In my last article, I suggested that equities remain very attractive on fundamental mathematical grounds, with price/earnings ratios, dividend yields and profit growth able to support further upward movements.

Further, in previous articles, I have noted and discussed the fact that equity prices, in particular, as represented by the FTSE 100 index, have been trading in an increasingly narrow range, between around 5,700 and 6,000.

When this happens, certain investment theories (most notably chartism) suggest that any break-out above or below that level will lead to a major shift, one way or another, in share prices.

Thus, if the index had fallen below the lower end of the trading range – often called a support level – for even just a few days, prices could tumble into almost a freefall.

Conversely if the index broke above the higher end of the range, that is, 6,000 as represented by that major FTSE index, and often known as a resistance level – the market could soar much higher.

I have for some months believed and argued my reasoning, as in my last article, that the break-out of equity prices from this trading range would be upward and I am delighted to note that, within the few days before writing this article, that has indeed happened.

The FTSE 100 has been regularly testing the 6,000 resistance level until the bears – the people who are more inclined to disinvest from equities at a particular price level – finally succumbed. The index promptly rose above 6,100 and chartism suggests that it is not going to stop rising until at least, perhaps, 6,400 in the short term.

Chartism, for the uninitiated, suggests and attempts to describe the selling or buying behaviour of investors influenced by factors other than mathematical fundamentals.

Let me attempt to explain the main aspect of chartism by citing the recent price history of a particular share – British Land – and then I will expand the discussion to equity prices generally before bringing all this into focus by explaining how this could be extremely useful in portfolio planning with other investment asset classes.

British Land plc, one of my continuing long term favourite shares, as it happens, trades in commercial property, although, for the most part, makes its continuing profit by buying property and securing long-term tenants rather than selling the property at a profit.

The consistency of its profit growth has been admirable, making its fundamental attractions as an investment very obvious. The share price has risen significantly over the years to around 8 12 months or so ago.

It was noticeable around that time that whenever the share price rose to 8 it retreated slightly as a significant numbers of investors took at least some of their profits and sold the share. This price of 8 became a resistance level, even though the company’s fundamentals continued to improve.

When the price broke above this resistance level, Chartism theory suggested, correctly in this instance, that the price could and would rise quickly. This has happened.
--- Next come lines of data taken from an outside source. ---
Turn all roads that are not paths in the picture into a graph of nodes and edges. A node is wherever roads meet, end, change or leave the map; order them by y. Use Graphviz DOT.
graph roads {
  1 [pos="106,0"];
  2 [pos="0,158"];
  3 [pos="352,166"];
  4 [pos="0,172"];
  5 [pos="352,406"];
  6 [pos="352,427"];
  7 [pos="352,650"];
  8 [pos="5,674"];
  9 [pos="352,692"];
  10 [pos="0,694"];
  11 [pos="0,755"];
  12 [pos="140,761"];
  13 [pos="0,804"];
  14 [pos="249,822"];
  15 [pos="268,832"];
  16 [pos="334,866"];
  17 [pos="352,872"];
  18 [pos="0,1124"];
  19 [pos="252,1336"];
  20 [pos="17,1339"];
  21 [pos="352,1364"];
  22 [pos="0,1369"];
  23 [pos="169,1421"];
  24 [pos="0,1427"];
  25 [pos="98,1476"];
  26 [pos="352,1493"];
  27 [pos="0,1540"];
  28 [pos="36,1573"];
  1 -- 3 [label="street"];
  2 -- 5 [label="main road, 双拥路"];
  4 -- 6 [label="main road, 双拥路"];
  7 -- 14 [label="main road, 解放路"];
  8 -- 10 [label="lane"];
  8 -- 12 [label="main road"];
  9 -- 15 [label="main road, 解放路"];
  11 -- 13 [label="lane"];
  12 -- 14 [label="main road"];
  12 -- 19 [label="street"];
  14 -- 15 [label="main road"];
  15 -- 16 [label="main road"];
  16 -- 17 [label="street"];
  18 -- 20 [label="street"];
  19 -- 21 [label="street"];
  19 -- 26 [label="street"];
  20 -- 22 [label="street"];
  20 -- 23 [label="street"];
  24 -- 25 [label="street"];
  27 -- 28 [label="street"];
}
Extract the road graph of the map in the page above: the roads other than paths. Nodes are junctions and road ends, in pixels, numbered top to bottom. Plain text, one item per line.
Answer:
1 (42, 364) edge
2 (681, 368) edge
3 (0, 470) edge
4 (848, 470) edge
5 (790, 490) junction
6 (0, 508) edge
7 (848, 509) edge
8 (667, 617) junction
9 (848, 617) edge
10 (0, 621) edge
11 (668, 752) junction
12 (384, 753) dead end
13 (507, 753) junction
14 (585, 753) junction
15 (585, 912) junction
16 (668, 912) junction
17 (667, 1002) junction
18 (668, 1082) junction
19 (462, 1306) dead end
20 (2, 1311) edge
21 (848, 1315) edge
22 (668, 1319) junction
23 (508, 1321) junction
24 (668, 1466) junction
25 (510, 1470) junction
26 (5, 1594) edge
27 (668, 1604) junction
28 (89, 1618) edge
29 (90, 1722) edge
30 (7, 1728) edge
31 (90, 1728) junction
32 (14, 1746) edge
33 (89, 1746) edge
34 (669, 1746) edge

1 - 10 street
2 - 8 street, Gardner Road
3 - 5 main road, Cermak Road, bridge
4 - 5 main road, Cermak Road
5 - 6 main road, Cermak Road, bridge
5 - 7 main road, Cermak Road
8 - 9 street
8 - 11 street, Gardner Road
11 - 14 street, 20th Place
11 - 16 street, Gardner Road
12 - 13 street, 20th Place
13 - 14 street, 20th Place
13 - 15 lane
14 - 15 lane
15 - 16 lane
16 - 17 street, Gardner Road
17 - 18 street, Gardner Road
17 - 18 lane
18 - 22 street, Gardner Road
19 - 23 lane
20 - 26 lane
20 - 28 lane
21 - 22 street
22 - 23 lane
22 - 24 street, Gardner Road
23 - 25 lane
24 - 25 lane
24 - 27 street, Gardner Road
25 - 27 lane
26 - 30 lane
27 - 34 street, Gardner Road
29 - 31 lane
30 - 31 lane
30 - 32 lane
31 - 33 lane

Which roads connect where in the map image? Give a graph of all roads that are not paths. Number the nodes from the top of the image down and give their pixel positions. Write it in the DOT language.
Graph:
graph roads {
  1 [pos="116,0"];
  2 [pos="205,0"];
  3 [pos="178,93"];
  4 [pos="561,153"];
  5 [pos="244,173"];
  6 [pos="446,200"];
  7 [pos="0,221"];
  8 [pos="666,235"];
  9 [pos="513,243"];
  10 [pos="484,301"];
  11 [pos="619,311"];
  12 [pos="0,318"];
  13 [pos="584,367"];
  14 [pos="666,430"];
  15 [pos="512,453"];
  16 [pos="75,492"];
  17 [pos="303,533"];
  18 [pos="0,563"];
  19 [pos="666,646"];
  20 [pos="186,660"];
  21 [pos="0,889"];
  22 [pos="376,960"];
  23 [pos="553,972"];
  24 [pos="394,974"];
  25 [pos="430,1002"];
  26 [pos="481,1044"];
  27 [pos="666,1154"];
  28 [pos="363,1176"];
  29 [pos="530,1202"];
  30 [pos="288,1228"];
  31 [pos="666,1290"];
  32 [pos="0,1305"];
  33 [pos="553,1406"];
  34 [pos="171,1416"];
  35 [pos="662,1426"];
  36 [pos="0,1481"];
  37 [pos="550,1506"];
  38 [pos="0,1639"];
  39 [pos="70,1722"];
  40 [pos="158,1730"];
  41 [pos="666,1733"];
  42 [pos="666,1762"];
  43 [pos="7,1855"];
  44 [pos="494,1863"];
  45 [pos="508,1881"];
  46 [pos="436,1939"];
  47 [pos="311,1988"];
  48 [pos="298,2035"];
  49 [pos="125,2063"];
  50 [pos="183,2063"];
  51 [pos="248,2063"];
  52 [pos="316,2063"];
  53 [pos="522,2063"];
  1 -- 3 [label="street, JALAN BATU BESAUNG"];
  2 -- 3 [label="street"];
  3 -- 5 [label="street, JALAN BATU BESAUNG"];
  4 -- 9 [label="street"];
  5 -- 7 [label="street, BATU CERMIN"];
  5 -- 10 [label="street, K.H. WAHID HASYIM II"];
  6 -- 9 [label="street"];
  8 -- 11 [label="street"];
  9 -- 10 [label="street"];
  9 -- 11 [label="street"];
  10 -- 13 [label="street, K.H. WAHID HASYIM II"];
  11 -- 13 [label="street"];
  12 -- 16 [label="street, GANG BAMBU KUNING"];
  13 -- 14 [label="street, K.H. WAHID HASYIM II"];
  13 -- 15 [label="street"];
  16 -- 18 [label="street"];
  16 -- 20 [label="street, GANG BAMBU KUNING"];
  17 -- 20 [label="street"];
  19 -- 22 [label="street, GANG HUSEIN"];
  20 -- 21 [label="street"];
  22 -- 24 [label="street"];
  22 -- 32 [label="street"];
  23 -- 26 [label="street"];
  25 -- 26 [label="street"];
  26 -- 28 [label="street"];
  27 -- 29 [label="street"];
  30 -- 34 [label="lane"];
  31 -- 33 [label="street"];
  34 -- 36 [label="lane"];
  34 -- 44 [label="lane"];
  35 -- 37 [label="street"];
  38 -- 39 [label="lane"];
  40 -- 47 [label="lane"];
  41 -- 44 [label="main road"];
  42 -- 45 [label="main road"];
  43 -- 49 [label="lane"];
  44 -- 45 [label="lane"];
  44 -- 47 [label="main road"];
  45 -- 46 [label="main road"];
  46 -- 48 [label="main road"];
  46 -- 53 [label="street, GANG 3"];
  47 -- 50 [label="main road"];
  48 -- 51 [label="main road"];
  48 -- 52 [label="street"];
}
The old resistance level then became a new support level as potential investors watching British Land’s share price realised that any fall towards 8 represented an ideal buying opportunity.

The share price then progressed quite quickly towards 14 and tested that level a few times though always retreating as, Chartism theory would explain, investors took profits pending a further upwards break-out of the share price or, depending on market conditions generally and mathematical fundamentals of this company in particular, in fear of a complete reversal.

In recent months, British Land’s share price became supported at around 13.30 but continued to meet resistance at 14. A few days before writing this article, the share price broke through the 14 resistance level and stayed there. This indicates, again according to Chartism theory, that a further significant and sustainable price rise might be on the cards, especially as the company’s fundamentals remain very strong.

Where is all this theory leading? As with British Land’s potential now looking much higher than 14, so the FTSE 100’s potential is looking much higher than 6,100 (6,400 appears predictable, even by the end of the year).

Not just theory, of course, as I noted in my last article company profitability and dividends are continuing to increase and p/e ratios provide significant support to share prices at these levels. Moreover, and arguably most significantly, share prices are currently supported by the reduced or reducing attractions of alternative investment asset classes.

As I have noted over my last few articles, money market (deposit) rates offer only a shade over 5 per cent, government bond redemption yields are no better, with typical investment-grade corporate bond yields at 6 per cent or thereabouts.

Commercial property – the darling of all asset classes in recent years – appears to be losing its shine a little, if not becoming downright vulnerable.

Thus investors have, at present, few obvious choices but to continue to favour equities with dividend yields at around 3 per cent, covered at least 2.5 times by earnings.

Here are my near-term predictions for the various asset classes based entirely on a (potentially very dangerous, of course) combination of chartism theory and technical fundamentals.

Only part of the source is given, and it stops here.